Duck can’t help it. He laughs. A touch hysterically, but he laughs, and he feels better already. He laughs so hard that he has to sit down hard on the forest floor. He feels more than hears Barclay sit down too, and tries to reign in his giggles.

“You know,” Duck says, straining to talk through his laughter, “I was thinking last night. About how we face these stupid out of control things bent on our blood. And how that should be the scariest thing I’ve ever done. Yet, even now, I’m more scared by Ned “Fucking Tax Evasion” Chiccane.”

Duck collapses into giggles again. Barclay just chuckles softly, it’s nice. Soothing.
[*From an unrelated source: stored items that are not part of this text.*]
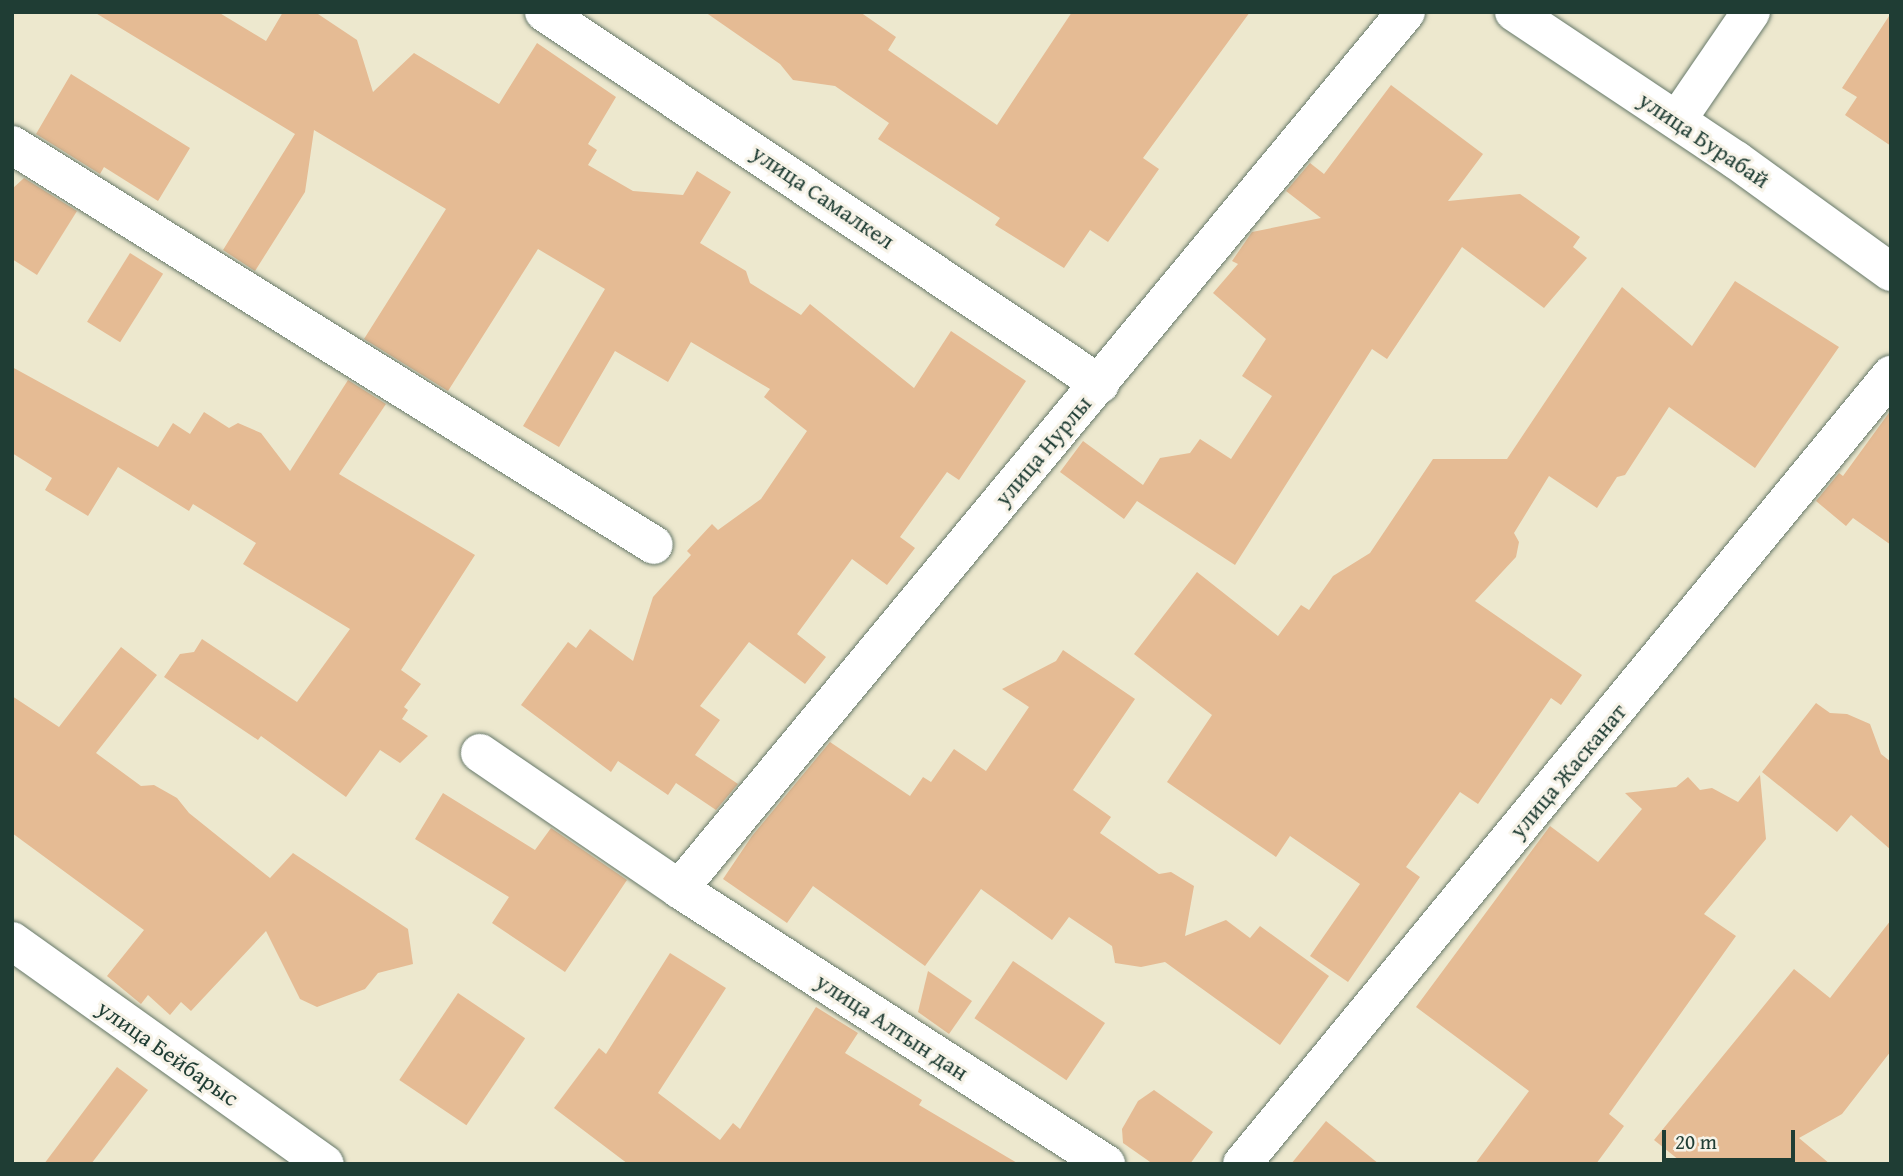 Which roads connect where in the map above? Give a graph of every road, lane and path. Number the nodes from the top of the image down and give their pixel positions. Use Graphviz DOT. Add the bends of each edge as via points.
graph roads {
  1 [pos="544,12"];
  2 [pos="1406,12"];
  3 [pos="1514,12"];
  4 [pos="1751,12"];
  5 [pos="1676,120"];
  6 [pos="12,145"];
  7 [pos="1891,272"];
  8 [pos="1891,375"];
  9 [pos="1100,384"];
  10 [pos="654,545"];
  11 [pos="480,753"];
  12 [pos="679,889"];
  13 [pos="12,941"];
  14 [pos="325,1164"];
  15 [pos="1106,1164"];
  16 [pos="1242,1164"];
  1 -- 9 [label="street, улица Самалкел"];
  2 -- 9 [label="street, улица Нурлы"];
  3 -- 5 [label="street, улица Бурабай"];
  4 -- 5 [label="street"];
  5 -- 7 [label="street, улица Бурабай"];
  6 -- 10 [label="street"];
  8 -- 16 [label="street, улица Жасканат"];
  9 -- 12 [label="street, улица Нурлы"];
  11 -- 12 [label="street, улица Алтын дан"];
  12 -- 15 [label="street, улица Алтын дан"];
  13 -- 14 [label="street, улица Бейбарыс"];
}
Duck supposes there’s not much in his life that qualifies as soothing now, but Barclay has always managed to emanate an aura of calm. He figures that someone in this madhouse ought to, else they’d all lose it.

Duck let’s all his strings cut, and flops back so he’s staring at the patterns the tree leaves make against the sky, “Taxes is. Taxes is the government taking stock of all the money you’ve made, and all the money they’ve taken from what you’ve made throughout the year. Then they decide if you’ve paid enough or too little or too much and settle up from there.”
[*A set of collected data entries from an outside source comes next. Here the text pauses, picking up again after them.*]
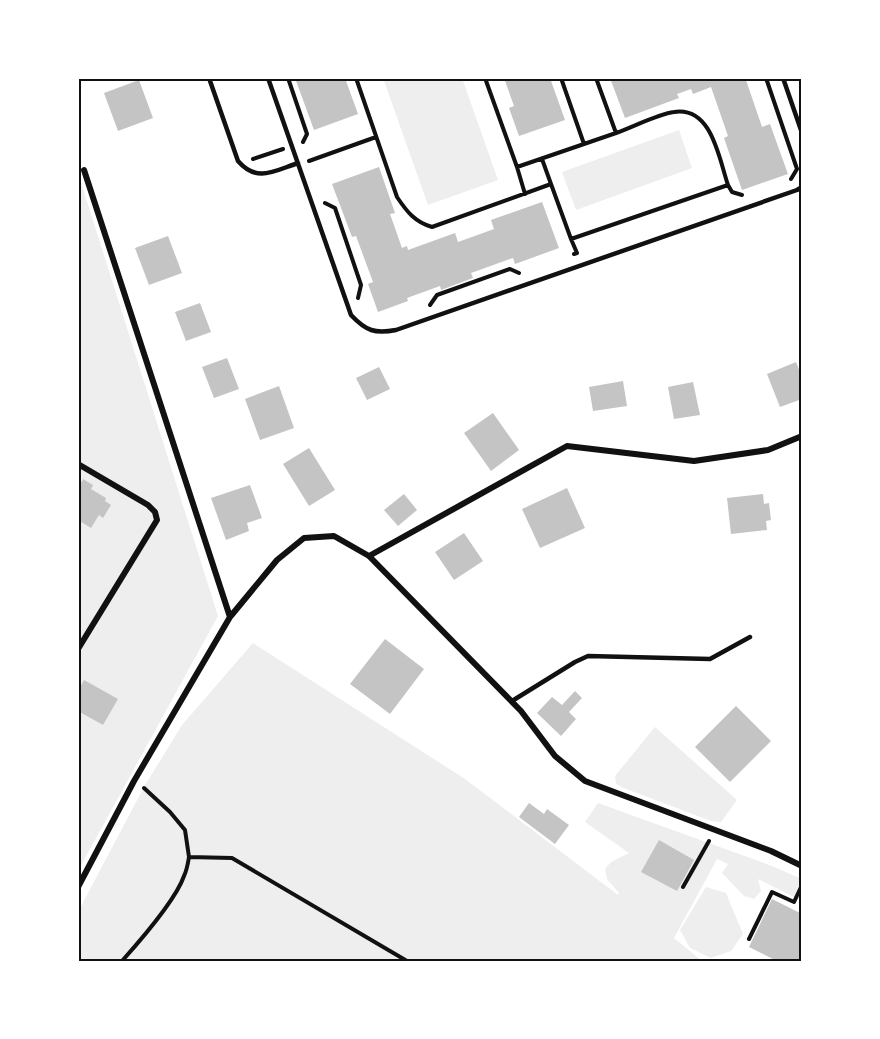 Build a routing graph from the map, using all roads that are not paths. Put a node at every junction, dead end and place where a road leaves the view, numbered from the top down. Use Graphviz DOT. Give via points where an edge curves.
graph roads {
  1 [pos="209,78"];
  2 [pos="268,78"];
  3 [pos="783,78"];
  4 [pos="802,133"];
  5 [pos="298,164"];
  6 [pos="84,170"];
  7 [pos="802,187"];
  8 [pos="802,436"];
  9 [pos="78,465"];
  10 [pos="369,556"];
  11 [pos="230,617"];
  12 [pos="750,637"];
  13 [pos="78,649"];
  14 [pos="512,701"];
  15 [pos="802,866"];
  16 [pos="78,887"];
  1 -- 5 [label="lane" via="240,164 247,171 267,174"];
  2 -- 5 [label="lane"];
  3 -- 4 [label="lane"];
  5 -- 7 [label="lane" via="351,315 370,330 382,333"];
  6 -- 11 [label="street"];
  8 -- 10 [label="street" via="768,450 694,461 567,446"];
  9 -- 13 [label="street" via="148,505 157,520"];
  10 -- 11 [label="street" via="334,536 304,538 277,560"];
  10 -- 14 [label="street"];
  11 -- 16 [label="street" via="134,781"];
  12 -- 14 [label="lane" via="710,659 588,656"];
  14 -- 15 [label="street" via="555,756 585,781"];
} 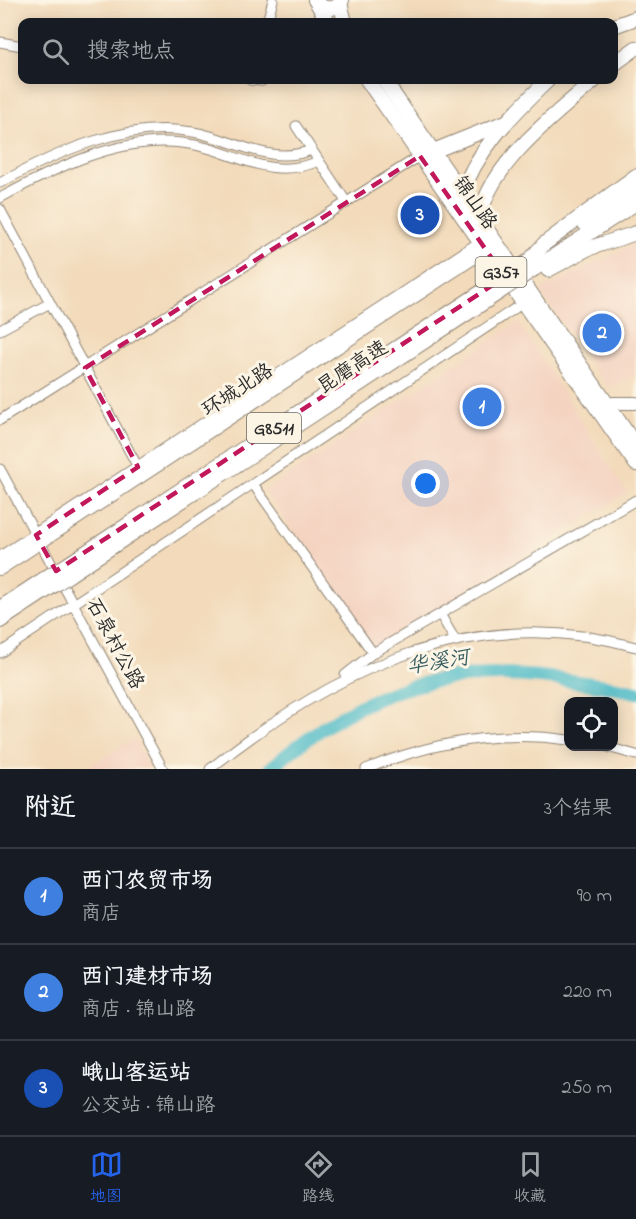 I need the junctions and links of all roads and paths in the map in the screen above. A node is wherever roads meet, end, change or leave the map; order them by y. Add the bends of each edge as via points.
1 (273, 0) edge
2 (316, 2) edge
3 (341, 2) edge
4 (268, 18) edge
5 (326, 18) edge
6 (344, 18) edge
7 (636, 18) edge
8 (618, 25) edge
9 (0, 42) edge
10 (18, 45) edge
11 (636, 48) edge
12 (618, 61) edge
13 (370, 84) edge
14 (386, 84) edge
15 (545, 84) edge
16 (591, 84) edge
17 (504, 122) junction
18 (296, 126) dead end
19 (312, 150) junction
20 (427, 154) junction
21 (320, 161) junction
22 (636, 176) edge
23 (0, 183) edge
24 (636, 190) edge
25 (462, 193) junction
26 (0, 198) edge
27 (347, 202) junction
28 (636, 203) edge
29 (0, 209) edge
30 (457, 209) junction
31 (480, 219) junction
32 (636, 232) edge
33 (488, 243) junction
34 (534, 268) junction
35 (486, 299) junction
36 (528, 300) junction
37 (50, 303) junction
38 (0, 330) edge
39 (85, 368) junction
40 (636, 403) edge
41 (603, 408) junction
42 (0, 420) edge
43 (636, 446) edge
44 (636, 465) edge
45 (0, 469) edge
46 (140, 471) junction
47 (253, 484) junction
48 (636, 500) edge
49 (38, 538) junction
50 (0, 558) edge
51 (0, 569) edge
52 (67, 571) junction
53 (53, 580) junction
54 (75, 603) junction
55 (0, 608) edge
56 (440, 614) junction
57 (0, 621) edge
58 (455, 640) junction
59 (636, 647) edge
60 (373, 653) junction
61 (0, 654) edge
62 (326, 690) junction
63 (564, 740) edge
64 (618, 750) edge
65 (636, 755) edge
66 (164, 769) edge
67 (210, 769) edge
68 (366, 769) edge

1 - 4 street
2 - 3 highway via 328,9
2 - 5 highway
3 - 6 highway
7 - 8 highway
9 - 10 street
11 - 12 highway
13 - 20 highway, 锦山路 / G357
14 - 20 highway, 锦山路 / G357
15 - 17 highway
16 - 31 highway via 501,170
17 - 20 highway
17 - 25 highway via 479,158
18 - 19 street
19 - 21 street
19 - 23 street via 269,155 198,133 144,130 81,146
20 - 25 highway, 锦山路 / G357
20 - 27 street
20 - 30 highway, 锦山路 / G357
21 - 26 street via 289,169 265,168 197,146 152,142 92,156
21 - 27 street
22 - 34 highway via 544,244
24 - 34 highway, 昆磨高速 / G8511
25 - 30 highway
25 - 31 highway, 锦山路 / G357
27 - 39 street
28 - 34 highway, 昆磨高速 / G8511
29 - 37 street
30 - 33 highway, 锦山路 / G357
31 - 33 highway, 锦山路 / G357
32 - 34 highway
33 - 36 highway, 锦山路 / G357
33 - 46 main road, 环城北路
34 - 35 highway, 昆磨高速 / G8511, bridge
35 - 52 highway, 昆磨高速 / G8511
35 - 52 highway, 昆磨高速 / G8511
36 - 41 highway, 锦山路 / G357
36 - 47 street
37 - 38 street
37 - 39 street
39 - 42 street
39 - 46 street
40 - 41 main road
41 - 43 highway, 锦山路 / G357
41 - 44 highway, 锦山路 / G357
45 - 49 street, 石泉村公路
46 - 49 main road, 环城北路
47 - 54 street
47 - 60 street
48 - 56 street
49 - 50 main road, 环城北路
49 - 51 main road, 环城北路
49 - 54 street, 石泉村公路
52 - 53 highway, 昆磨高速 / G8511, bridge
53 - 55 highway, 昆磨高速 / G8511
53 - 57 highway, 昆磨高速 / G8511
54 - 61 street
54 - 66 street, 石泉村公路
56 - 58 street
56 - 60 street
58 - 59 street via 560,634
58 - 62 street via 391,658
60 - 62 street
62 - 67 street
63 - 68 street via 519,736 471,739 421,749
64 - 65 street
“Why…why does someone else take your money?” Barclay sounds confused, and a little obstinate, “It’s your money, you earned it?”

“Well, yeah,” Duck smiles, “But it goes towards important things that you can’t pay for all on your own. Gettin’ the roads paved, and helping people who don’t have the means to earn their own, hell it’s how I get my own paycheck.”

“So,” Barclay says, clearly trying to get on board, “You’re trying to tell me that you pay taxes. To get your paycheck…so you can pay taxes to get your paycheck.”

Duck can’t help but crack up again, “I don’t—I don’t think I’ve ever thought of it that way.”

“Duck,” Barclay sounds exasperated, but he’s off with the giggles again, “No come on, it’s gotta be more than that you were—”

Barclay cuts himself off and Duck tries to curb his laughter. The forest around them is hushed as Duck stops laughing, turning his head to look at Barclay’s back where he sits next to him. He looks. He looks…defeated.

“Hey,” Duck says, trying to be gentle, “Aw hell, I’m sorry.”

“Don’t be sorry,” Barclay says quietly, “You were just…you were _really scared_ and that was…that sucked. A lot. Fuck, I’m sorry, don’t listen to me—”

“Yeah,” Duck interrupts, “I’m still really scared if we’re being honest. You ever start thinkin’ about something and then you just…you can’t stop? Even though you know it sucks and it’s not a big deal?”

Barclay snorts, and glances back at Duck, smiling softly now, “Yeah. Yeah, I been known to do that.”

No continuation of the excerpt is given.